Isn't snapcast the de-facto solution for that kind of use-case?

radus · on Feb 16, 2021

This would be my pick as well. I've researched this in the context of a silent disco, and tried an Airplay based solution described here: https://chrislivengood.net/the-do-it-yourself-silent-disco/, but snapcast just works.

earthscienceman · on Feb 16, 2021

Yeah. But the latency I had with snapcast was too much for video syncing. Maybe I had some issue other people don't have though. If you just want all audio sinks synchronized, then snapcast is great because latency doesn't matter all that much. But. If you want the words you're hearing to match moving of lips on screen.... then you're in a different realm entirely.

radus · on Feb 16, 2021

That makes sense - I believe by default snapcast has a 1000ms buffer.
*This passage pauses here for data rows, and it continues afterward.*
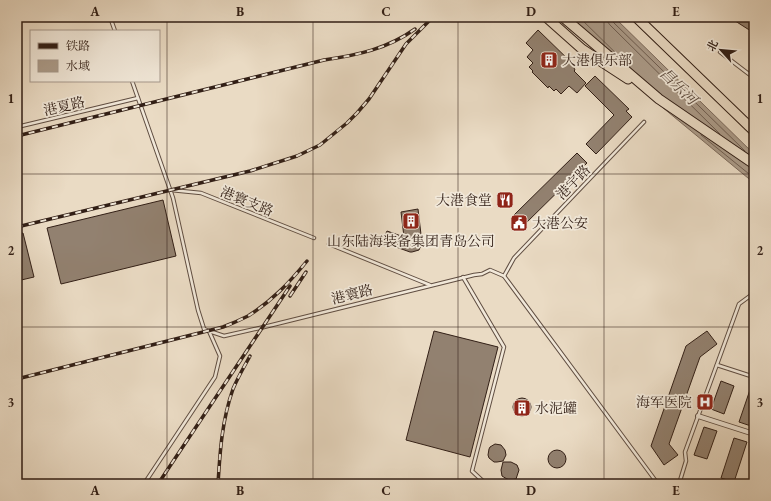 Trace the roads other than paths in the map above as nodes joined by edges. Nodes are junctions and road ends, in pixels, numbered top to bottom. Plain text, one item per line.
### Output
1 (110, 17) edge
2 (546, 17) edge
3 (563, 17) edge
4 (636, 17) edge
5 (645, 17) edge
6 (115, 30) edge
7 (720, 52) dead end
8 (673, 53) junction
9 (754, 78) edge
10 (132, 82) edge
11 (138, 98) junction
12 (659, 99) junction
13 (644, 122) dead end
14 (17, 127) edge
15 (754, 131) edge
16 (754, 164) edge
17 (171, 190) junction
18 (314, 238) dead end
19 (329, 244) dead end
20 (504, 276) junction
21 (463, 278) junction
22 (431, 285) junction
23 (754, 293) edge
24 (209, 331) junction
25 (717, 365) junction
26 (754, 377) edge
27 (698, 416) junction
28 (754, 434) edge
29 (144, 484) edge
30 (486, 484) edge
31 (658, 484) edge
32 (679, 484) edge

1 - 6 lane
2 - 12 highway
3 - 12 highway
4 - 8 highway
5 - 8 highway
7 - 9 lane
8 - 15 highway
10 - 11 lane
11 - 14 lane, 港夏路
11 - 17 lane
12 - 16 highway
13 - 20 lane, 港宇路
17 - 18 lane, 港寰支路
17 - 24 lane
19 - 22 lane
20 - 21 lane, 港寰路
20 - 31 lane
21 - 22 lane, 港寰路
21 - 30 lane
22 - 24 lane, 港寰路
23 - 25 lane
24 - 29 lane
25 - 26 lane
25 - 27 lane
27 - 28 street
27 - 32 lane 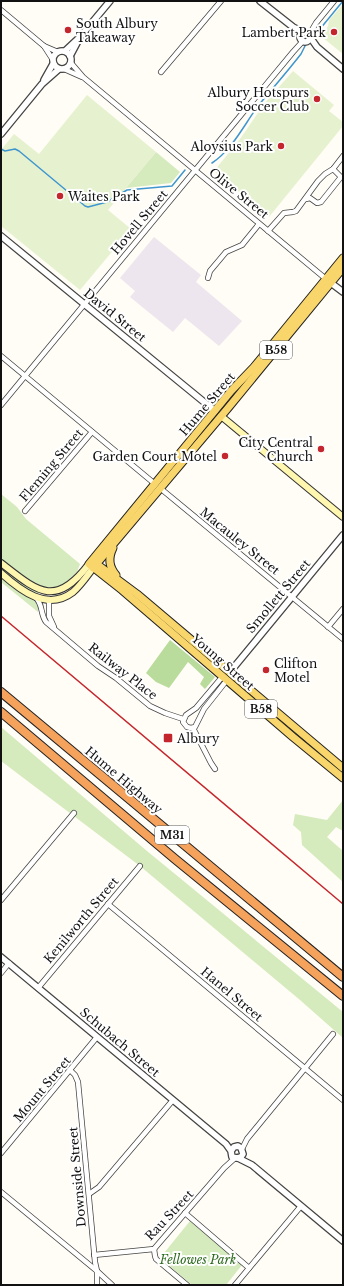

I wonder if you can't grab the latency correction factor from snapcast in real-time, and somehow apply it to you video stream as well? This has been raised before it seems [1], and in another issue, the snapcast author recommends looking at RTP based streaming instead of snapcast [2].

Seems like snapcast may not be ideal for this after-all :)

[1] https://github.com/badaix/snapcast/issues/57

[2] https://github.com/badaix/snapcast/issues/731#issuecomment-7...

MayeulC · on Feb 17, 2021

I think parent says that +/-200ms is acceptable for snapcast, but unacceptable for lip-syncing.

I am not sure snapcast can't sync down to a few ms. If so, the issue would be syncing video with the audio clients, which certainly sounds feasible if integrated in the video player. That's what jellyfin does: https://github.com/jellyfin/jellyfin-web/pull/1011 (I tried to help a bit with that one).